The temperature spectra in legs 3.3, 4.1, and 4.2 (see Table 1) are approximately proportional to k−5/3 in the wavenumber range from 0.012 to 0.16 cyc m−1, falling off with greater negative powers of k at higher wavenumbers. The −5/3 range is narrower than in the mixed layer where (closer to the source of turbulence at the sea surface) it was found to extend from 0.016 to about 8 cyc m−1 (Thorpe et al. 2003).
b. Skewness of dT/dt and d(logε)/dt
The skewness of the time derivatives of temperature and of logε, S(dT/dt) and S(dlogε/dt), respectively, estimated from AUV measurements, are given in Table 1.
In the near-surface mixed layer the skewness of the horizontal spatial derivatives of temperature, or the skewness of the time derivatives for measurements made using sensors moving through the water, is of the order of unity and of a sign that depends on both the direction of traverse through the water relative to the wind and the direction of the heat flux through the water surface; the sign of the skewness is consistent with the presence of enhanced gradients or temperature ramps in braids within a billow structure transporting buoyancy vertically within a wind-driven shear (Thorpe 1985; Soloviev 1990; Thorpe et al. 1991, 2003; Wijesekera et al. 2004; Ozen et al. 2006).
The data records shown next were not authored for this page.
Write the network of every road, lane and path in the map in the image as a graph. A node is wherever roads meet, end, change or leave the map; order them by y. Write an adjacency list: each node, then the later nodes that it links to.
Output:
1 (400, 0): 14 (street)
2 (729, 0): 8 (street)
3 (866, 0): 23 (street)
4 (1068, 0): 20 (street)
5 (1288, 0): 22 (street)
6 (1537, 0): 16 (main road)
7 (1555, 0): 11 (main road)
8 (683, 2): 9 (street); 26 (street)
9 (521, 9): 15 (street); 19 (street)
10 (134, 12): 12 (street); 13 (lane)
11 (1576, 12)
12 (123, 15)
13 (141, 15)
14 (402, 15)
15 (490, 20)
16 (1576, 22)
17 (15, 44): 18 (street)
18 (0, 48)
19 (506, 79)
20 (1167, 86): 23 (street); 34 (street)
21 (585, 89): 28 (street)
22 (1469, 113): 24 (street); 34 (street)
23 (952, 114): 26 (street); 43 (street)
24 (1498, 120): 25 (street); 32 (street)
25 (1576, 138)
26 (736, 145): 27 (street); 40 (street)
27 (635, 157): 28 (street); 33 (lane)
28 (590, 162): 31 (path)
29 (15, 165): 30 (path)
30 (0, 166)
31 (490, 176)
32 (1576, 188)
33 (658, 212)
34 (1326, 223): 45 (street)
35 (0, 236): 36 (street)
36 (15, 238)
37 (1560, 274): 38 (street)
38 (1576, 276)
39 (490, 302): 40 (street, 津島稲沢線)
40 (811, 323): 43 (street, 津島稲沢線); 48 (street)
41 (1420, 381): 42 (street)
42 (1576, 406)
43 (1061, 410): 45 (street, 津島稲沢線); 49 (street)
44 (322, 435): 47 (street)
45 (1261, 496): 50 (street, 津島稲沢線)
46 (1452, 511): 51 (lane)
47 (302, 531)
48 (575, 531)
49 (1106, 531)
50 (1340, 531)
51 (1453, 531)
In the tidally strained temperature structure of the present studies, comparable conditions are sketched in Fig. 7. The shear is now generated by the tidal flow, which is the mean current in the water column increasing in height above the seabed, as shown in Fig. 3d. The west-moving ebb tide (Fig. 7a) promotes conditions of stable stratification and a positive vertical temperature gradient, with shear-generated “billows” acting to transfer heat downward. [The billows and their accompanying braids, regions of strain (sketched in Fig. 7), are not intended to describe the size of billows, but rather the general effect of shear in straining eddies of a multitude of scales within the turbulent shear flow.] Autosub legs made to the west of a westerly tidal flow, as in leg 2.3, meet braids where the temperature decreases relatively rapidly. A negative skewness of dT/dt is expected. Legs made to the east, for example, leg 1.5, should have positive skewness. [Leg 2.4 is made to the south in the west-moving ebb tide but, to hold latitude, the AUV has to move upstream relative to the water, and effectively eastward, and so S(dT/dt) should be positive.] Similarly, during the conditions favoring convection during the east-moving flood tide (Fig. 7b), S(dT/dt) should be positive in legs made to the east in the direction of the tide (e.g., legs 3.3 and 4.2). In every case the sign of the skewness values S(dT/dt) in Table 1 is correctly predicted by the model. The magnitude of the observed values is of the order of unity as in the mixed layer.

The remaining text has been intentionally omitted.